### THE PROBLEM
Copy each line in the data below that contains the word "Hammond".

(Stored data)
------------------------

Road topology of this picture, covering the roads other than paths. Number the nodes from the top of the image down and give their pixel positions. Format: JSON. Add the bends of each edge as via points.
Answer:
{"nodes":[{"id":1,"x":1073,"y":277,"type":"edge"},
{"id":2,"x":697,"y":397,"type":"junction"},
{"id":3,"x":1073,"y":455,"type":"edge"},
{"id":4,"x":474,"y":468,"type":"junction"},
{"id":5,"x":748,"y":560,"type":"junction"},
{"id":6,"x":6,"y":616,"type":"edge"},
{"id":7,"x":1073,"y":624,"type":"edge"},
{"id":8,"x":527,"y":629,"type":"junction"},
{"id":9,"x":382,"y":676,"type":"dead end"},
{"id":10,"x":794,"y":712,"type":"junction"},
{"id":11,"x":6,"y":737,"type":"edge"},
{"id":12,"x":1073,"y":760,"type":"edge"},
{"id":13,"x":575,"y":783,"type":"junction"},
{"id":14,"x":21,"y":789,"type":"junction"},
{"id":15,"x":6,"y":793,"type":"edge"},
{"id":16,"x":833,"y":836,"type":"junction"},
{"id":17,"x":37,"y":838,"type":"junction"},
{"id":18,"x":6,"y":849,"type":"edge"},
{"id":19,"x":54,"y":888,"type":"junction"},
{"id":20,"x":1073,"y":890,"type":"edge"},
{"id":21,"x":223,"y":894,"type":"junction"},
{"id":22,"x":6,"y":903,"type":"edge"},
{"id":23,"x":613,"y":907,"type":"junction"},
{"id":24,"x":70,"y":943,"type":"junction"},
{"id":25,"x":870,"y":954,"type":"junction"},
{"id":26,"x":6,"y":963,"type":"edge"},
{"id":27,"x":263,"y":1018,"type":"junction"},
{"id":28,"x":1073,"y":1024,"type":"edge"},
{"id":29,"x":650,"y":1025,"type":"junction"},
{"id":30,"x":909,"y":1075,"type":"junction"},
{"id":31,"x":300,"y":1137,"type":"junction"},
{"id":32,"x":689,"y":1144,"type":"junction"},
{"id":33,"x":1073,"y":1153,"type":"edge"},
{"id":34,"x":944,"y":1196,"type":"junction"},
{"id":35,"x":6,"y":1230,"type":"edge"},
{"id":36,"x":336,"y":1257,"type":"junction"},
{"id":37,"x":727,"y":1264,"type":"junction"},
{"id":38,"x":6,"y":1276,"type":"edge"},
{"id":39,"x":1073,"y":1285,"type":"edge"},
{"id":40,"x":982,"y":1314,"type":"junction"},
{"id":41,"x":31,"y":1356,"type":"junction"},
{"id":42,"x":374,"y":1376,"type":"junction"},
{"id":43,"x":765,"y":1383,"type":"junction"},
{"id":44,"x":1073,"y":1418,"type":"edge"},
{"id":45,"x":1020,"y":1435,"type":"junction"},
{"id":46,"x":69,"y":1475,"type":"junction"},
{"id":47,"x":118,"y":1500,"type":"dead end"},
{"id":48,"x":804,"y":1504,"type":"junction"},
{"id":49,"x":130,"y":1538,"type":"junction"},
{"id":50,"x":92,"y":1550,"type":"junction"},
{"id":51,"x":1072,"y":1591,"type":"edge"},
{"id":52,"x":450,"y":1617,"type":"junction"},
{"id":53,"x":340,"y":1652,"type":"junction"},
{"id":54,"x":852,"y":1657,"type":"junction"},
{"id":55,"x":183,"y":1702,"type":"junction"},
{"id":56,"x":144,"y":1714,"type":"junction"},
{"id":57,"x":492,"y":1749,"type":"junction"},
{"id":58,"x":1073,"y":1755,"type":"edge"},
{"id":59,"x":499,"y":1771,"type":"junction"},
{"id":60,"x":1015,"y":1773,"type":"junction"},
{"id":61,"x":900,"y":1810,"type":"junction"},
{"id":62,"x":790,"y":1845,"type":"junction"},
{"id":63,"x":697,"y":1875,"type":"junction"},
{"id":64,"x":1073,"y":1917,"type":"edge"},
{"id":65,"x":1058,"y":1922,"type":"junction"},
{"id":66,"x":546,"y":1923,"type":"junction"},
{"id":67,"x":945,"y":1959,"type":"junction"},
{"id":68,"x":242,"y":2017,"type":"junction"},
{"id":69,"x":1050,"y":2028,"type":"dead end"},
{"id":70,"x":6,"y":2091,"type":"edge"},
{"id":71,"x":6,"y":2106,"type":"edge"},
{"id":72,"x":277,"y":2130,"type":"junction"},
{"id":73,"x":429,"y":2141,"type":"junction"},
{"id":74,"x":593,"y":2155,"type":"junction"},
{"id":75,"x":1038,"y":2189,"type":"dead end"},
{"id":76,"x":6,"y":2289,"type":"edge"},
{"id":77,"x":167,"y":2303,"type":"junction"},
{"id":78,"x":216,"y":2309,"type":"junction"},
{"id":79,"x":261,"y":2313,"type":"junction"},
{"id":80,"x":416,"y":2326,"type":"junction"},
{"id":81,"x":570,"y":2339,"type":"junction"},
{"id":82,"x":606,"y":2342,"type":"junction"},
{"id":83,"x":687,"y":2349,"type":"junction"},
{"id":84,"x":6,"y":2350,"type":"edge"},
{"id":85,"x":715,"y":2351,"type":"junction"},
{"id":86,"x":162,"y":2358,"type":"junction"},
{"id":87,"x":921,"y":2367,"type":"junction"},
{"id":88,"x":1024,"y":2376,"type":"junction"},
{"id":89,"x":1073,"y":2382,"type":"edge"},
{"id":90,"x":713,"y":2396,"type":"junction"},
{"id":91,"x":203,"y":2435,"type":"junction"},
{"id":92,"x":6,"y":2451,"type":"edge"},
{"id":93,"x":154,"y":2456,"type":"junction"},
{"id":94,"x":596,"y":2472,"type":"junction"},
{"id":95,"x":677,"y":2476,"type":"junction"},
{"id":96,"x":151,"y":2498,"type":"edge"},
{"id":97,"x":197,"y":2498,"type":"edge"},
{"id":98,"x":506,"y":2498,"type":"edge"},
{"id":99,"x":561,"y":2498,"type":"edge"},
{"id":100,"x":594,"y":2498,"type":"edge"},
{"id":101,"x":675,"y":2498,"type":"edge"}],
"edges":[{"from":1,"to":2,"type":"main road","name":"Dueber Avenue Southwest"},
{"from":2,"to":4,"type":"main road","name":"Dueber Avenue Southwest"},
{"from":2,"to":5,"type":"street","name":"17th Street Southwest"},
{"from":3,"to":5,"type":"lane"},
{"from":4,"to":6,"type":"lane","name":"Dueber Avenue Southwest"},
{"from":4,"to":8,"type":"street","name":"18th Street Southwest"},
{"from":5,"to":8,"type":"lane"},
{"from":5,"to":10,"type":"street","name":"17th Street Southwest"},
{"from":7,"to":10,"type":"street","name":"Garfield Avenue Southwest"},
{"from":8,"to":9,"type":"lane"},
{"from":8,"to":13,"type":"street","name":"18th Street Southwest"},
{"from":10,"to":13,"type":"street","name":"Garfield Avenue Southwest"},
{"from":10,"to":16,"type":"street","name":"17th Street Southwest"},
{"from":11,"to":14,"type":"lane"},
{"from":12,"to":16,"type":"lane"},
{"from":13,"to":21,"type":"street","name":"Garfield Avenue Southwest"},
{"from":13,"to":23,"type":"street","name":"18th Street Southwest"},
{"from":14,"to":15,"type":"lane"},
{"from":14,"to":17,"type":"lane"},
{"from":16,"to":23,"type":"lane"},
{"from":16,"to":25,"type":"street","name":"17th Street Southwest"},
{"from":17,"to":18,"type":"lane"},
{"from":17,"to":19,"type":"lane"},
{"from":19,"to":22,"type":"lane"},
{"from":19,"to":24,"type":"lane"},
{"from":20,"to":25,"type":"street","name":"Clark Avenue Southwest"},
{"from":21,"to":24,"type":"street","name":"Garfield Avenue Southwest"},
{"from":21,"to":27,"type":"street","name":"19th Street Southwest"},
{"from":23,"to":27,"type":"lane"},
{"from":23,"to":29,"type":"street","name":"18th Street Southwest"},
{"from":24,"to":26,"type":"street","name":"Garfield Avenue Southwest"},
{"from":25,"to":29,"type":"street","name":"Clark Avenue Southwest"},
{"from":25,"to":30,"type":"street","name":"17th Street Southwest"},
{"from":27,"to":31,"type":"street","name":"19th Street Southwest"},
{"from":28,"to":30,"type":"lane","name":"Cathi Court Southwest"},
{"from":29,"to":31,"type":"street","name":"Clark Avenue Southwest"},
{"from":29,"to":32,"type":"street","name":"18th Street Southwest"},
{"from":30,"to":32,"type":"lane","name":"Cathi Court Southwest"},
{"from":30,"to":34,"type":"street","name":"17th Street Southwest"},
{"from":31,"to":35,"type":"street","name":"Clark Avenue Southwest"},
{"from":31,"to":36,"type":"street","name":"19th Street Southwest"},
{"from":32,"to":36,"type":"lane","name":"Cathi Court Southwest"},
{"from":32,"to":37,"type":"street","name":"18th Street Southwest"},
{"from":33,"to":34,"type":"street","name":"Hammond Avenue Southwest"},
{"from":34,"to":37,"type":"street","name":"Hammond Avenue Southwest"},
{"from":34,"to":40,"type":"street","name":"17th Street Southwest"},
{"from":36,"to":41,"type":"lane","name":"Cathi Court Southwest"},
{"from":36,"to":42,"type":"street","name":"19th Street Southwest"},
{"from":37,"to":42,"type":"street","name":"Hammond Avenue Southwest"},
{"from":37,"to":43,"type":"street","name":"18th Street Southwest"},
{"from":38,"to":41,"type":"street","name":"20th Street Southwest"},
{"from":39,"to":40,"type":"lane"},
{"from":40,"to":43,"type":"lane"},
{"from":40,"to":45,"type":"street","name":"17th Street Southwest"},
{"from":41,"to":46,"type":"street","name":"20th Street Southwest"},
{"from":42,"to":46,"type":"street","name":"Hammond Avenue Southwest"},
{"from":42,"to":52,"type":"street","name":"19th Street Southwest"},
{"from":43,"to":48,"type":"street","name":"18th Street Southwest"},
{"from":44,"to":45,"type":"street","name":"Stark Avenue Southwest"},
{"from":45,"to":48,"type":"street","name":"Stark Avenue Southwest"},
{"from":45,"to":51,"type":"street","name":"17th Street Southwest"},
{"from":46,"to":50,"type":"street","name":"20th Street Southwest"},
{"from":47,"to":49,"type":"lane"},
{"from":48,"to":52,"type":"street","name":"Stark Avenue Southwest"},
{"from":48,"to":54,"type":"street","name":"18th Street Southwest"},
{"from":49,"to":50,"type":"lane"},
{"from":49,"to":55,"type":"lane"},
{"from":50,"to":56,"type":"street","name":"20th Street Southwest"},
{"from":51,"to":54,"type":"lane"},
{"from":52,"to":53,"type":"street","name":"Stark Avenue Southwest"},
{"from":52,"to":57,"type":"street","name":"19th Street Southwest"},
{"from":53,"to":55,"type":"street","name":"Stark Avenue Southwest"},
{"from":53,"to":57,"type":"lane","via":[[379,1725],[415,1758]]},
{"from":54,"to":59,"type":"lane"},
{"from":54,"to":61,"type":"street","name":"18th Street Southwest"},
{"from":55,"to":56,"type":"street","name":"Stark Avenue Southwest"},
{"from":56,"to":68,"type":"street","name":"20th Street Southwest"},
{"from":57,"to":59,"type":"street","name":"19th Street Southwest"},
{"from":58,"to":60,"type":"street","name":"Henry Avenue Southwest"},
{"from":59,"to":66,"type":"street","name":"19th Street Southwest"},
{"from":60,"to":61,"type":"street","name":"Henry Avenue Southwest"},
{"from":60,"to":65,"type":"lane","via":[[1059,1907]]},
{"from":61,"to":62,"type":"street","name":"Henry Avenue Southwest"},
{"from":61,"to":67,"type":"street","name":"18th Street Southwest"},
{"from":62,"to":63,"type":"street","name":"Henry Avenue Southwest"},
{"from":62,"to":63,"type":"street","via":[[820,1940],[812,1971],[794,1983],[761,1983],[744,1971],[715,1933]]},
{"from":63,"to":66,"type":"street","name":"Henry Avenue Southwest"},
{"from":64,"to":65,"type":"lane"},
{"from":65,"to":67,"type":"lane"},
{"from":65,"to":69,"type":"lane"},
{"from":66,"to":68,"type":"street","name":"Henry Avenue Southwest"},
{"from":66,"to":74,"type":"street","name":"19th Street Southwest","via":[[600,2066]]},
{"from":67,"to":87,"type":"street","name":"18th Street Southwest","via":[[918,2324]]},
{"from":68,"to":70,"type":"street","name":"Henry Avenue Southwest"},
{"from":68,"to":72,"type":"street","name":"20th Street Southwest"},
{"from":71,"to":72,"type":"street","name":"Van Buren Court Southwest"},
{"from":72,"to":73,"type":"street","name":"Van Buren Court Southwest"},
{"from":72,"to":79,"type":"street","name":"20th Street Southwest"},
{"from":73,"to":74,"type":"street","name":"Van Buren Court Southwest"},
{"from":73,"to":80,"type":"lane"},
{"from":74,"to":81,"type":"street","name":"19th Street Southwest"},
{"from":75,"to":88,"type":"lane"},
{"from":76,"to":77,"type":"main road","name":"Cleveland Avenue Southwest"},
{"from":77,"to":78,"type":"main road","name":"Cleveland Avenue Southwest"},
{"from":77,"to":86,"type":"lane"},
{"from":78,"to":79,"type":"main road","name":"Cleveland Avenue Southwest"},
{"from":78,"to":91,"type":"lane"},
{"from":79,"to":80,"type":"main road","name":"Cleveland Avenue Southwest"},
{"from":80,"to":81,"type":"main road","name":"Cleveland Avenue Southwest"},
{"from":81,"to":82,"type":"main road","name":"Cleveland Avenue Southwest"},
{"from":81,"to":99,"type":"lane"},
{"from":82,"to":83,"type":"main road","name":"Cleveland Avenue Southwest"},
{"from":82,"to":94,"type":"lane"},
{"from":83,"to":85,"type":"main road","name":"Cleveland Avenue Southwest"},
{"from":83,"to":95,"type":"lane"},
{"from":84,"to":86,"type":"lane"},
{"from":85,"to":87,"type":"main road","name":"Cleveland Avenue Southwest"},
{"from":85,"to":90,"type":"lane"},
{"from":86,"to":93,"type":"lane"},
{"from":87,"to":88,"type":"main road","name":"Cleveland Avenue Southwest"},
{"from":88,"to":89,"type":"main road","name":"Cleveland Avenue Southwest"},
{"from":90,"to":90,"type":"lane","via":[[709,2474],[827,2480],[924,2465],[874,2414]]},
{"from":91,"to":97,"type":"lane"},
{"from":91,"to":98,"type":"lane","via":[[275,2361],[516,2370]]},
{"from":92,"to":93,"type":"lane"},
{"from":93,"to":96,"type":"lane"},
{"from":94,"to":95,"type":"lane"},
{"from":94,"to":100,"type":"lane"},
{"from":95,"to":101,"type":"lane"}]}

------------------------

### ANSWER AREA
{"from":33,"to":34,"type":"street","name":"Hammond Avenue Southwest"},
{"from":34,"to":37,"type":"street","name":"Hammond Avenue Southwest"},
{"from":37,"to":42,"type":"street","name":"Hammond Avenue Southwest"},
{"from":42,"to":46,"type":"street","name":"Hammond Avenue Southwest"},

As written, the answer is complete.